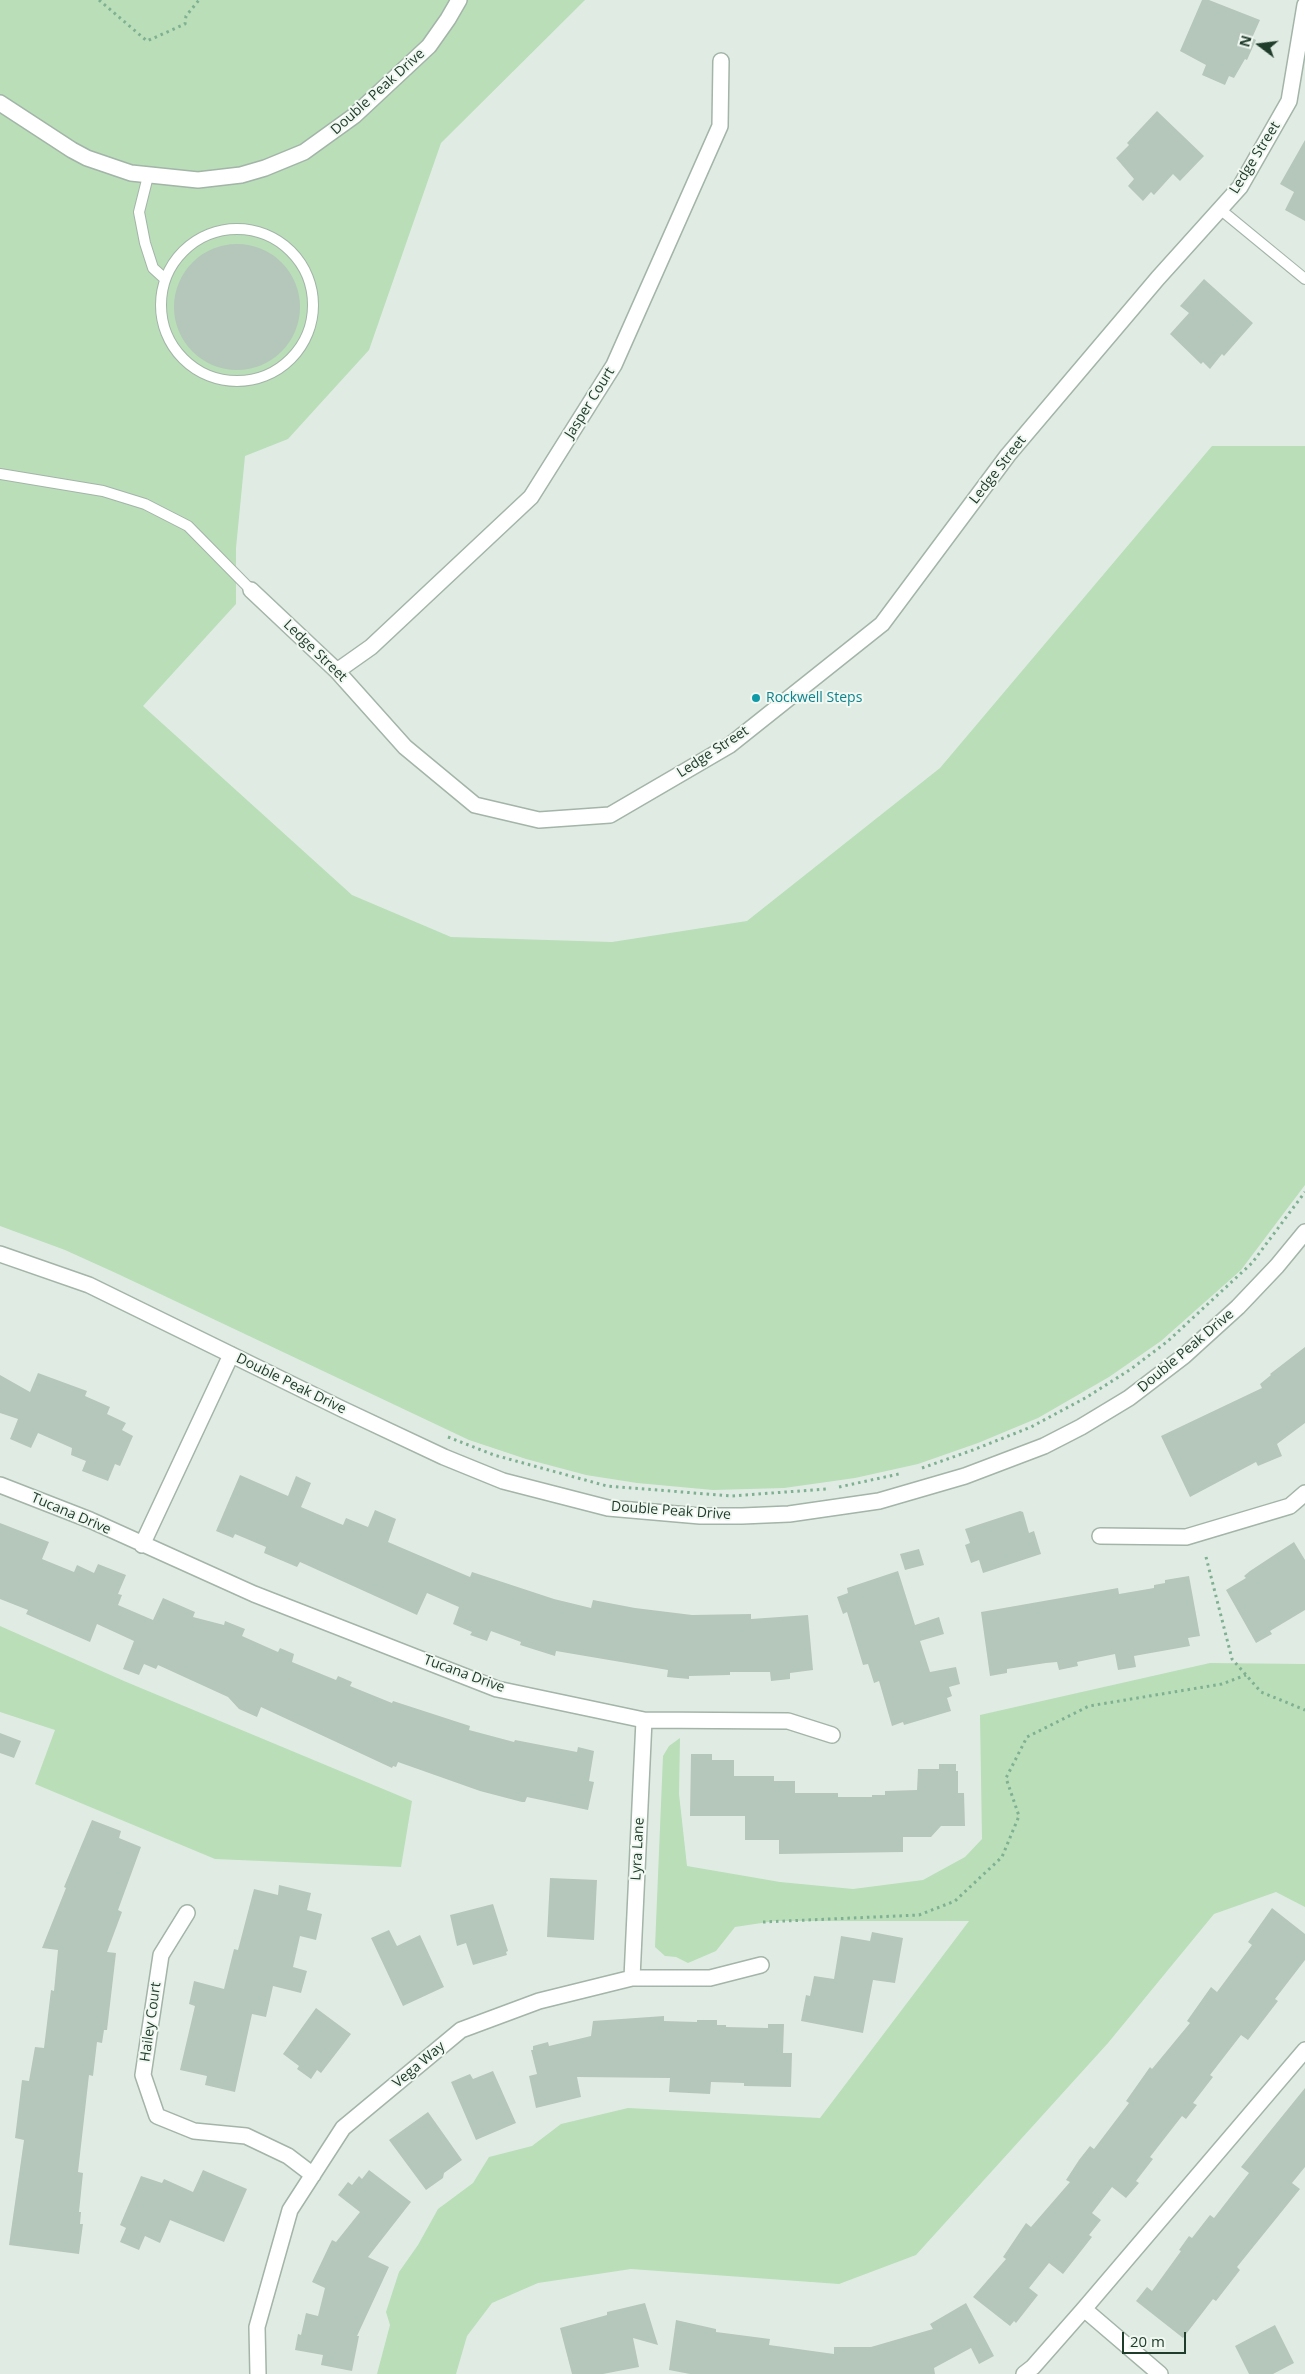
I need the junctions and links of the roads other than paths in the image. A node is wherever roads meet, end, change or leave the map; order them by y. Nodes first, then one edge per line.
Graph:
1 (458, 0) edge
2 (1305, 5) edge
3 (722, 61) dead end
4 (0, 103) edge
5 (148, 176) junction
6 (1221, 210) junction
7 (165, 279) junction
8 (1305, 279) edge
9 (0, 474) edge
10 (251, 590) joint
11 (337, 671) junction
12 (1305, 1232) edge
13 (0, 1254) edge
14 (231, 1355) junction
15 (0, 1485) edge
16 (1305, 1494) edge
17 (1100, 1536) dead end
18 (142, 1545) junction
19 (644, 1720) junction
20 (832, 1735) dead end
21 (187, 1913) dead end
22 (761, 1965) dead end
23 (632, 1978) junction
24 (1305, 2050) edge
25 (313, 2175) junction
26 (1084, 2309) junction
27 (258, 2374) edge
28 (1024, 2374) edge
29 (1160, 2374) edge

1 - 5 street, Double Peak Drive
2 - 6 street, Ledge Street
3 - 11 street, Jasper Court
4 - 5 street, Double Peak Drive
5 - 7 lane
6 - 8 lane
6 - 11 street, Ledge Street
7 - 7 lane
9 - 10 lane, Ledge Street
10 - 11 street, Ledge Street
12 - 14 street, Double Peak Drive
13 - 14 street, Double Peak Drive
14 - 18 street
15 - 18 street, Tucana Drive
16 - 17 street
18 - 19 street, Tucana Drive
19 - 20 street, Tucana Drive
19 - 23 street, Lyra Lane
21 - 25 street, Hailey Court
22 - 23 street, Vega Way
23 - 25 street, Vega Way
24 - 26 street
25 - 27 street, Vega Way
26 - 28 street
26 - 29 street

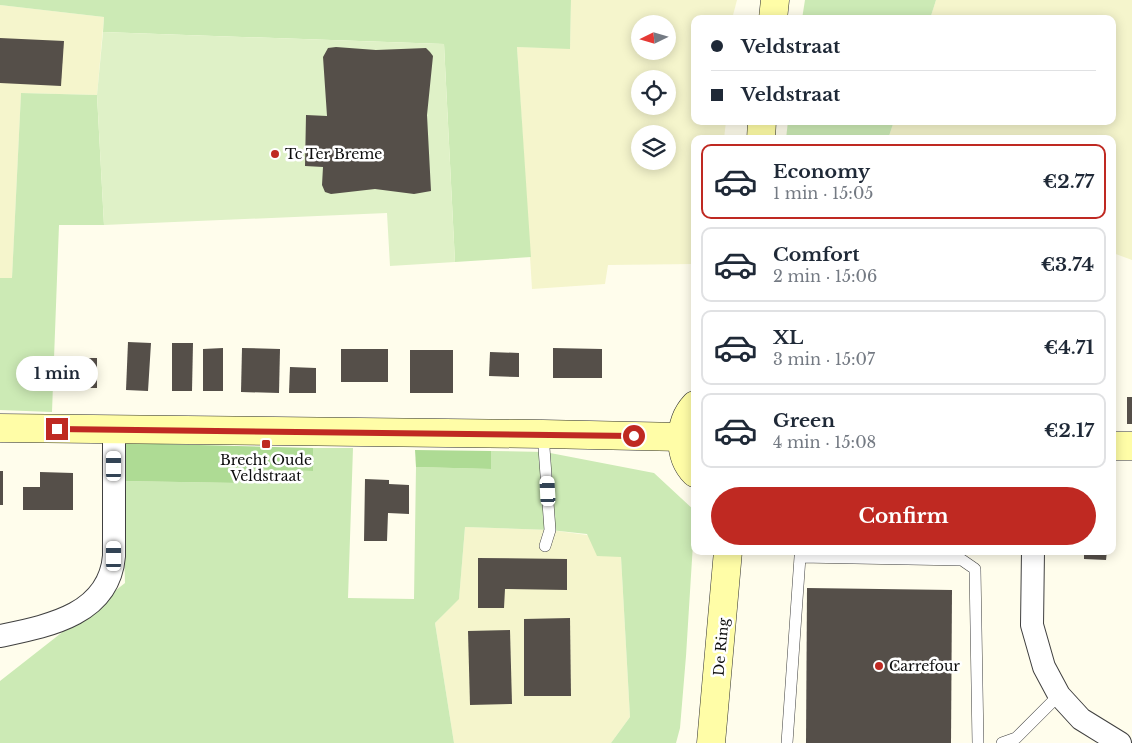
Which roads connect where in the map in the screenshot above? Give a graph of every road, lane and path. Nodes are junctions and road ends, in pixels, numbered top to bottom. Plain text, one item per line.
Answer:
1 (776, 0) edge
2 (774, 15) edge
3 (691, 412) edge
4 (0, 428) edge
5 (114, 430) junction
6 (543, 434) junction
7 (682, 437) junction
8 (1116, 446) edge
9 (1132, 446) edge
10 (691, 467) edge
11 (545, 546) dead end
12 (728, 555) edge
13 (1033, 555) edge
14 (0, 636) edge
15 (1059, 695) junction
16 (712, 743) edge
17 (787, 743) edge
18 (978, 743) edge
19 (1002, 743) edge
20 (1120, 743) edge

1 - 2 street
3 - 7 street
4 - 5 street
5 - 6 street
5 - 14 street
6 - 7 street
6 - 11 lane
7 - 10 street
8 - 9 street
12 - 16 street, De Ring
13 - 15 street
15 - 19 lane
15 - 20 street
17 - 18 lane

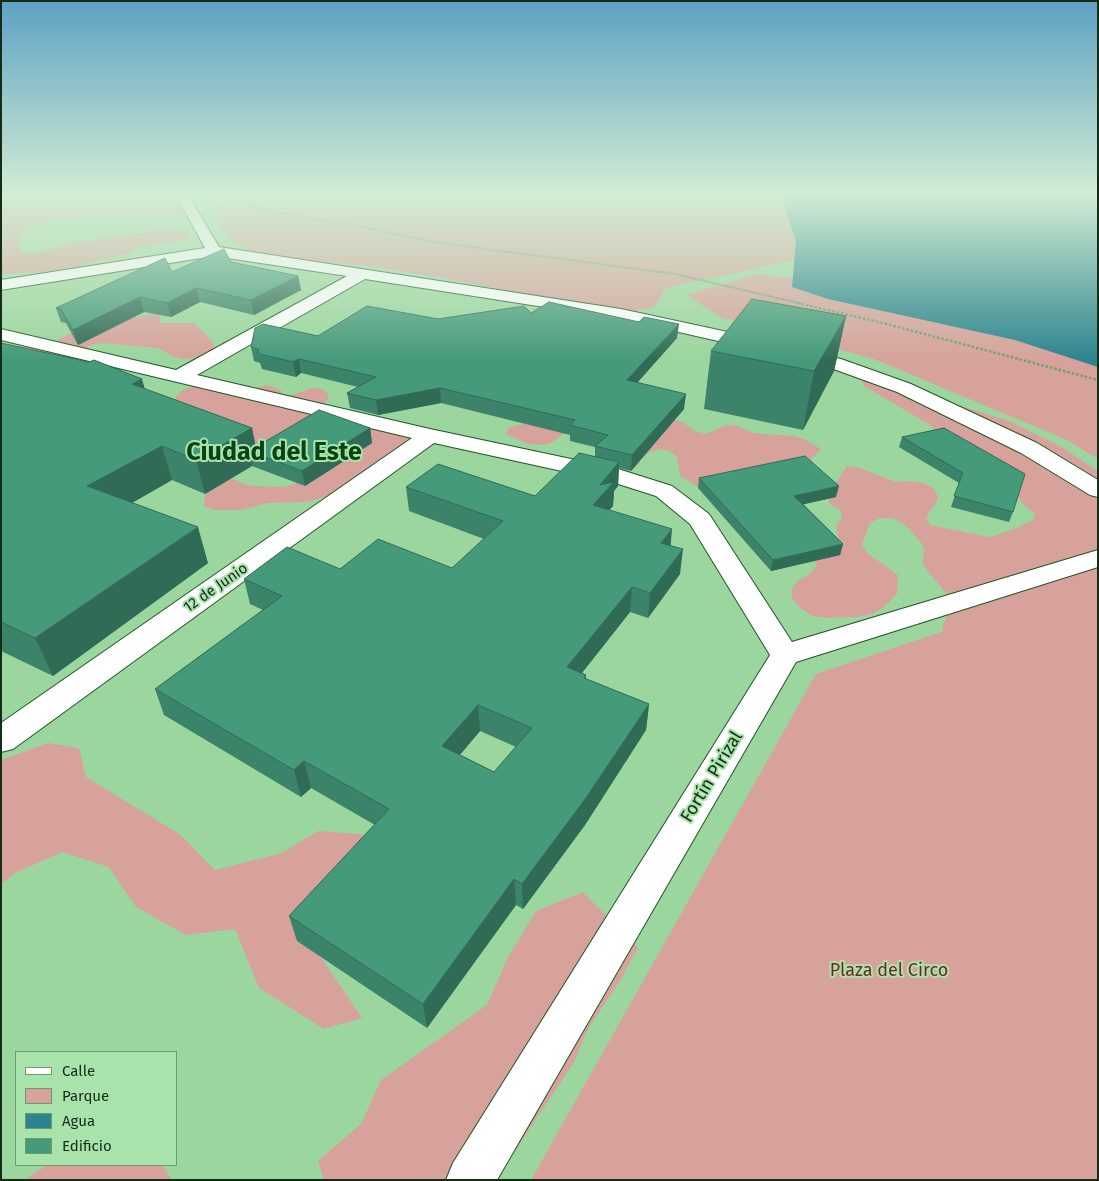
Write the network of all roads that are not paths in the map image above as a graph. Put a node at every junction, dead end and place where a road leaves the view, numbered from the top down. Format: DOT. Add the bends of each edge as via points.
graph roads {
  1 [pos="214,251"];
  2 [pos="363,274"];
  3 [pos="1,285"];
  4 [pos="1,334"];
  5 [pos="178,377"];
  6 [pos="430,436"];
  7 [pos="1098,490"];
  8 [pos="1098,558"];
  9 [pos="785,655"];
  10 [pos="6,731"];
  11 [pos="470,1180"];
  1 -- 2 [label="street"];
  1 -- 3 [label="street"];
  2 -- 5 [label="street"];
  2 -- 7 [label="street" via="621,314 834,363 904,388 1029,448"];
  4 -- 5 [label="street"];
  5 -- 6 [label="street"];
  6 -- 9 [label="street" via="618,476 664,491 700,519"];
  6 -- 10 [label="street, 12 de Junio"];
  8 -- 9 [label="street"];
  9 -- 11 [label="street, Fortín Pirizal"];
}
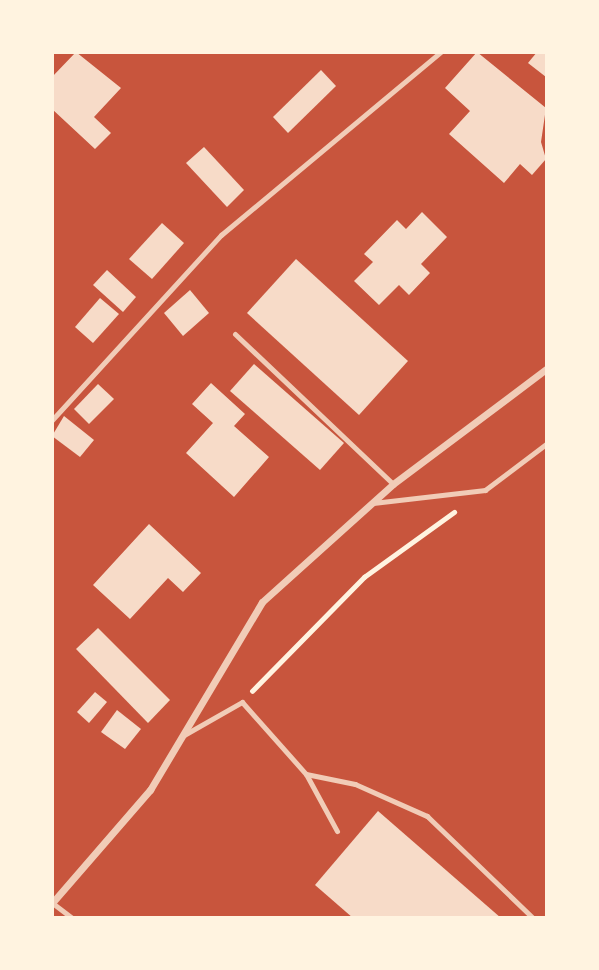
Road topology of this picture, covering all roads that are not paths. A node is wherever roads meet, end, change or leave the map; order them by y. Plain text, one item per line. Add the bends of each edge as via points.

--------------------

Task directions: Only the words belong in your copy: restate the data above exactly and leave the images out.

Task response:
I need the junctions and links of the roads other than paths in the image. A node is wherever roads meet, end, change or leave the map; order them by y. Nodes first, then one edge per line.
Graph:
1 (458, 0) edge
2 (1305, 5) edge
3 (722, 61) dead end
4 (0, 103) edge
5 (148, 176) junction
6 (1221, 210) junction
7 (165, 279) junction
8 (1305, 279) edge
9 (0, 474) edge
10 (251, 590) joint
11 (337, 671) junction
12 (1305, 1232) edge
13 (0, 1254) edge
14 (231, 1355) junction
15 (0, 1485) edge
16 (1305, 1494) edge
17 (1100, 1536) dead end
18 (142, 1545) junction
19 (644, 1720) junction
20 (832, 1735) dead end
21 (187, 1913) dead end
22 (761, 1965) dead end
23 (632, 1978) junction
24 (1305, 2050) edge
25 (313, 2175) junction
26 (1084, 2309) junction
27 (258, 2374) edge
28 (1024, 2374) edge
29 (1160, 2374) edge

1 - 5 street, Double Peak Drive
2 - 6 street, Ledge Street
3 - 11 street, Jasper Court
4 - 5 street, Double Peak Drive
5 - 7 lane
6 - 8 lane
6 - 11 street, Ledge Street
7 - 7 lane
9 - 10 lane, Ledge Street
10 - 11 street, Ledge Street
12 - 14 street, Double Peak Drive
13 - 14 street, Double Peak Drive
14 - 18 street
15 - 18 street, Tucana Drive
16 - 17 street
18 - 19 street, Tucana Drive
19 - 20 street, Tucana Drive
19 - 23 street, Lyra Lane
21 - 25 street, Hailey Court
22 - 23 street, Vega Way
23 - 25 street, Vega Way
24 - 26 street
25 - 27 street, Vega Way
26 - 28 street
26 - 29 street

Which roads connect where in the map in the screenshot above? Give a graph of every road, lane and path. Nodes are junctions and road ends, in pixels, numbered top to bottom. Plain text, one item per line.
Answer:
1 (776, 0) edge
2 (774, 15) edge
3 (691, 412) edge
4 (0, 428) edge
5 (114, 430) junction
6 (543, 434) junction
7 (682, 437) junction
8 (1116, 446) edge
9 (1132, 446) edge
10 (691, 467) edge
11 (545, 546) dead end
12 (728, 555) edge
13 (1033, 555) edge
14 (0, 636) edge
15 (1059, 695) junction
16 (712, 743) edge
17 (787, 743) edge
18 (978, 743) edge
19 (1002, 743) edge
20 (1120, 743) edge

1 - 2 street
3 - 7 street
4 - 5 street
5 - 6 street
5 - 14 street
6 - 7 street
6 - 11 lane
7 - 10 street
8 - 9 street
12 - 16 street, De Ring
13 - 15 street
15 - 19 lane
15 - 20 street
17 - 18 lane

Write the network of all roads that are not paths in the map image above as a graph. Put a node at every junction, dead end and place where a road leaves the view, numbered from the top down. Format: DOT. Add the bends of each edge as via points.
graph roads {
  1 [pos="214,251"];
  2 [pos="363,274"];
  3 [pos="1,285"];
  4 [pos="1,334"];
  5 [pos="178,377"];
  6 [pos="430,436"];
  7 [pos="1098,490"];
  8 [pos="1098,558"];
  9 [pos="785,655"];
  10 [pos="6,731"];
  11 [pos="470,1180"];
  1 -- 2 [label="street"];
  1 -- 3 [label="street"];
  2 -- 5 [label="street"];
  2 -- 7 [label="street" via="621,314 834,363 904,388 1029,448"];
  4 -- 5 [label="street"];
  5 -- 6 [label="street"];
  6 -- 9 [label="street" via="618,476 664,491 700,519"];
  6 -- 10 [label="street, 12 de Junio"];
  8 -- 9 [label="street"];
  9 -- 11 [label="street, Fortín Pirizal"];
}
Road topology of this picture, covering all roads that are not paths. A node is wherever roads meet, end, change or leave the map; order them by y. Plain text, one item per line. Add the bends of each edge as via points.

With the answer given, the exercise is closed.